* YOUR INSTRUCTIONS: Pull every line of the entries that has the word "where".

* ENTRIES SUPPLIED:

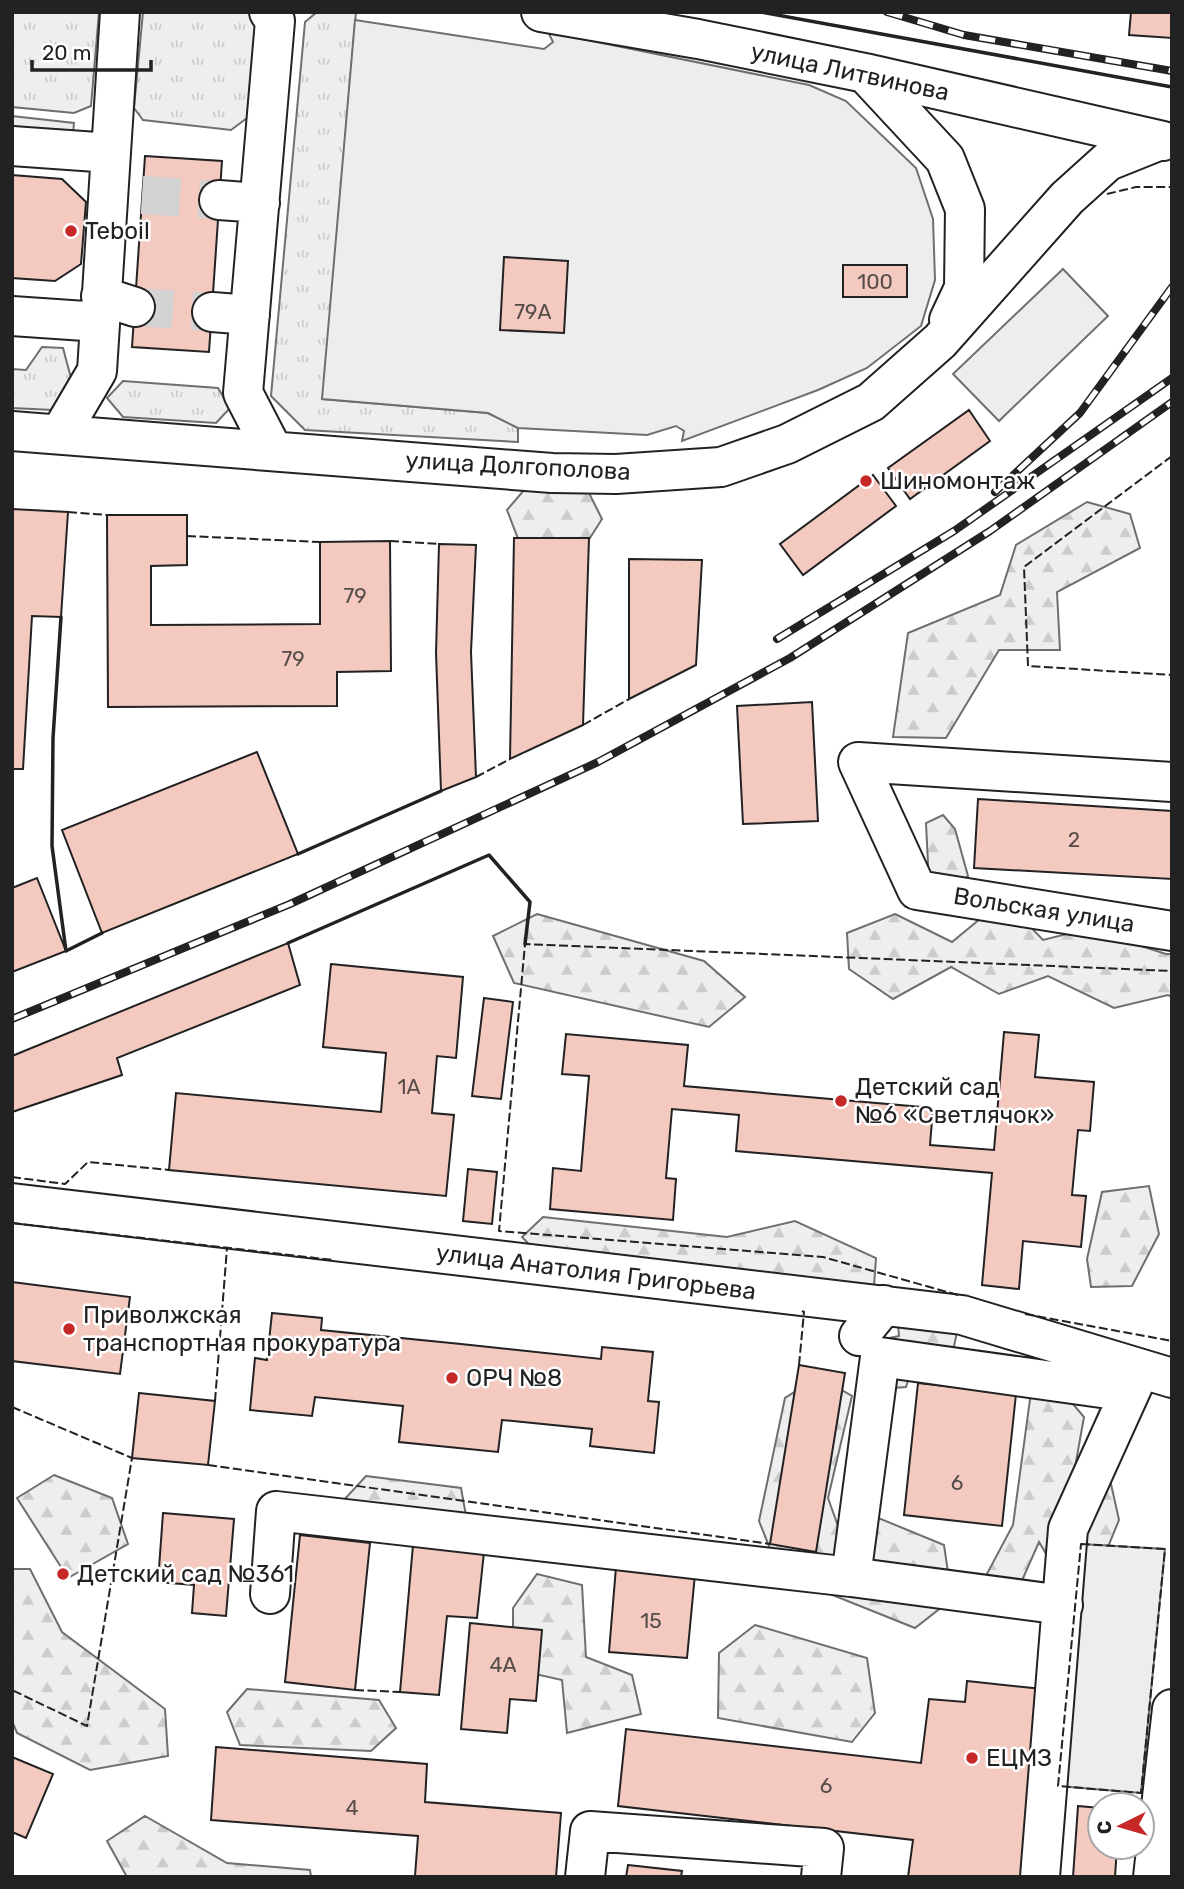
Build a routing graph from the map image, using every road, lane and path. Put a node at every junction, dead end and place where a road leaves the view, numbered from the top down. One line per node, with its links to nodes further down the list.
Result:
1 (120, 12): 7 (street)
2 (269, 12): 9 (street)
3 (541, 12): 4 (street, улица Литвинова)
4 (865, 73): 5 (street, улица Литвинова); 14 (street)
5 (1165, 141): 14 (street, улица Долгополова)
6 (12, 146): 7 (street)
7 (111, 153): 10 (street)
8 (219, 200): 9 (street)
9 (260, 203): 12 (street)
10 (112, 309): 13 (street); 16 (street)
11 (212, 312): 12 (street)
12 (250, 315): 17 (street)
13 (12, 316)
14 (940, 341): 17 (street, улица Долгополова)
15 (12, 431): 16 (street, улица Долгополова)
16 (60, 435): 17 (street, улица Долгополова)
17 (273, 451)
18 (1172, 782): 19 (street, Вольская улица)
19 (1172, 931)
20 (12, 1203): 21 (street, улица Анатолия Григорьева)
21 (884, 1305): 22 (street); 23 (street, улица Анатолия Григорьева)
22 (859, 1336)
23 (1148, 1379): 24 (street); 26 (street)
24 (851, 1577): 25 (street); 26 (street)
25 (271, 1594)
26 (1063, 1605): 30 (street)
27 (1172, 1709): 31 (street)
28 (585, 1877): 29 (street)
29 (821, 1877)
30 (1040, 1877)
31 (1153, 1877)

* * *

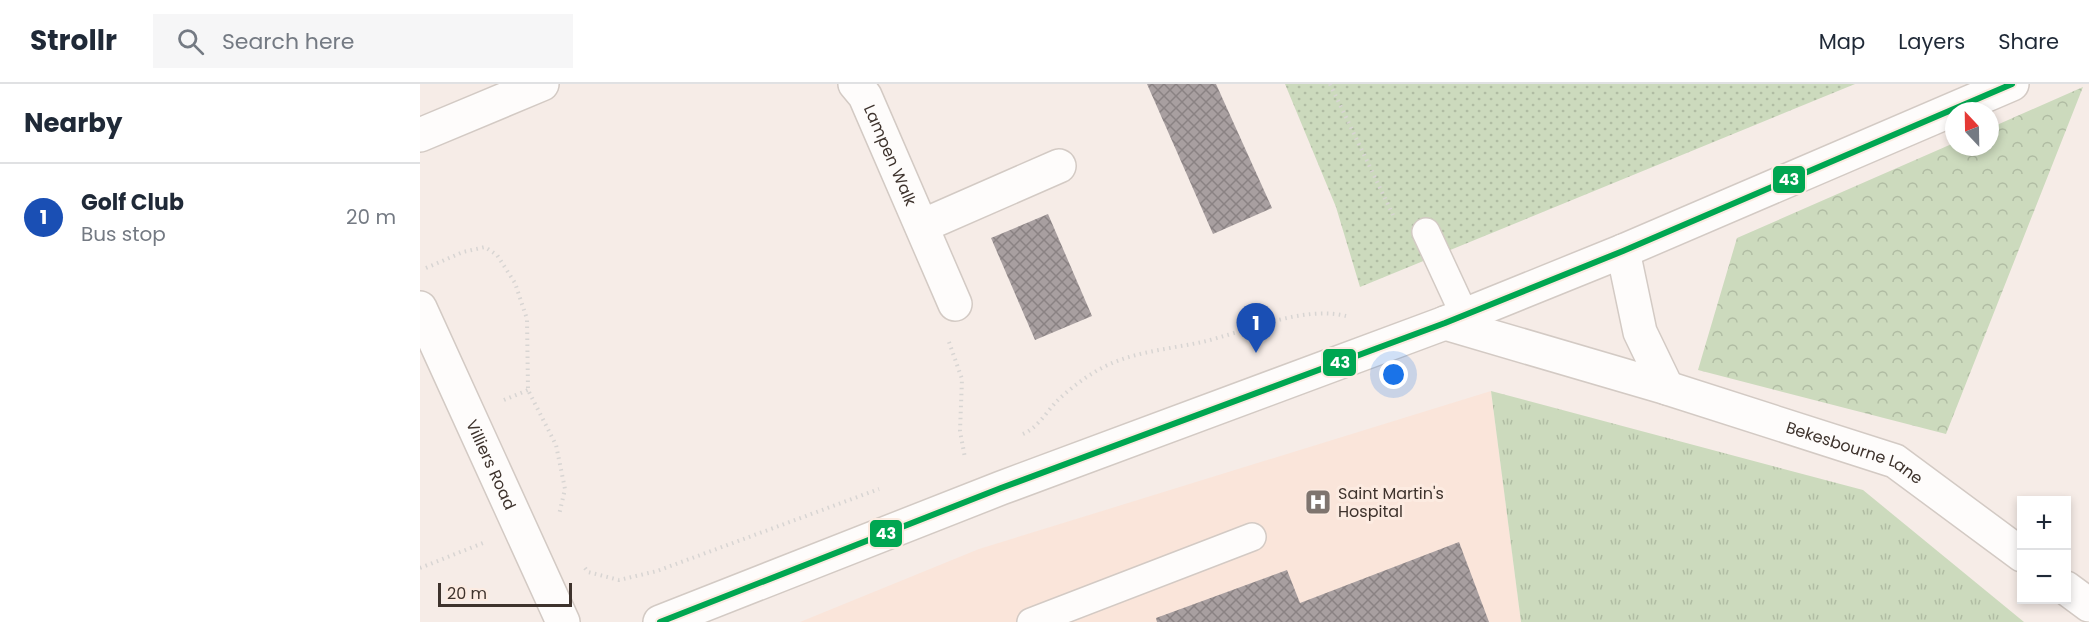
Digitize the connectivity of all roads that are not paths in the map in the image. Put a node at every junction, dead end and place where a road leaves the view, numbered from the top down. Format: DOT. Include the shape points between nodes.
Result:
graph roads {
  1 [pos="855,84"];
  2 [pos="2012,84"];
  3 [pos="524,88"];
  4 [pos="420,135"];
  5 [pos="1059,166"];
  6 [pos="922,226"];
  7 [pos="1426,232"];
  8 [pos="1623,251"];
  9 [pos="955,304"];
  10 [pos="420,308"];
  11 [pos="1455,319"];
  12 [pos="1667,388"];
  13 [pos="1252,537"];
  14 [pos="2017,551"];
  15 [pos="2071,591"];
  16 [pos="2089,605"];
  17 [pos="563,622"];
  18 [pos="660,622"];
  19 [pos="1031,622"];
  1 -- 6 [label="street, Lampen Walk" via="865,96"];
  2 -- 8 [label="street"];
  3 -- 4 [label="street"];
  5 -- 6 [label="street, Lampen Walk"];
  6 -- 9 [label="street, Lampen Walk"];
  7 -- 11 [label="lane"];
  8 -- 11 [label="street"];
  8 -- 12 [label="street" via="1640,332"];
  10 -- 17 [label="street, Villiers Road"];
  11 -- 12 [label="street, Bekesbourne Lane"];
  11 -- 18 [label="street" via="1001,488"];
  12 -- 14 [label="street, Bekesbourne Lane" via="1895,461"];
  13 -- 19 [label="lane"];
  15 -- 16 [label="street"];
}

---

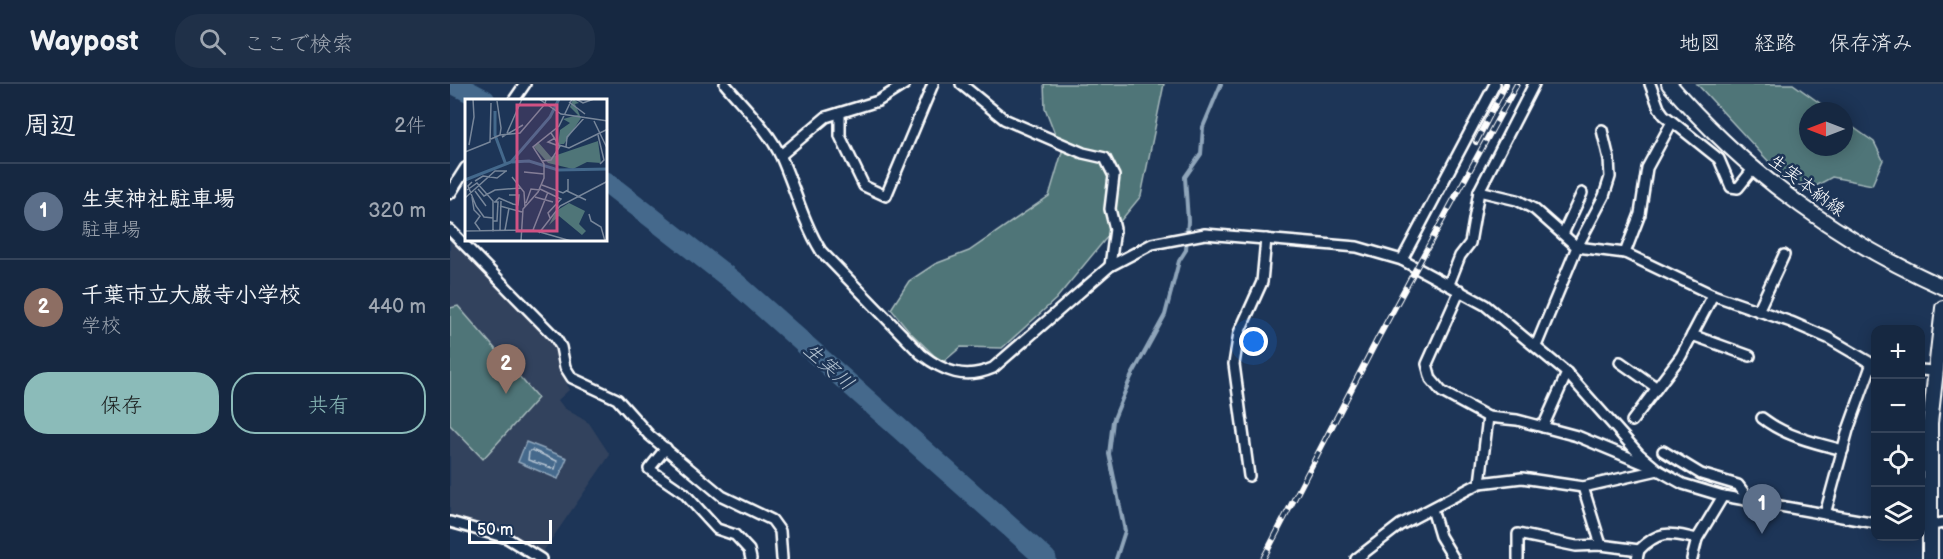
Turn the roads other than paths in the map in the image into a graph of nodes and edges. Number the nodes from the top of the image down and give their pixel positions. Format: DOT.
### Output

* PROBLEM SOLUTION:
Build a routing graph from the map image, using every road, lane and path. Put a node at every junction, dead end and place where a road leaves the view, numbered from the top down. One line per node, with its links to nodes further down the list.
Digitize the connectivity of all roads that are not paths in the map in the image. Put a node at every junction, dead end and place where a road leaves the view, numbered from the top down. Format: DOT. Include the shape points between nodes.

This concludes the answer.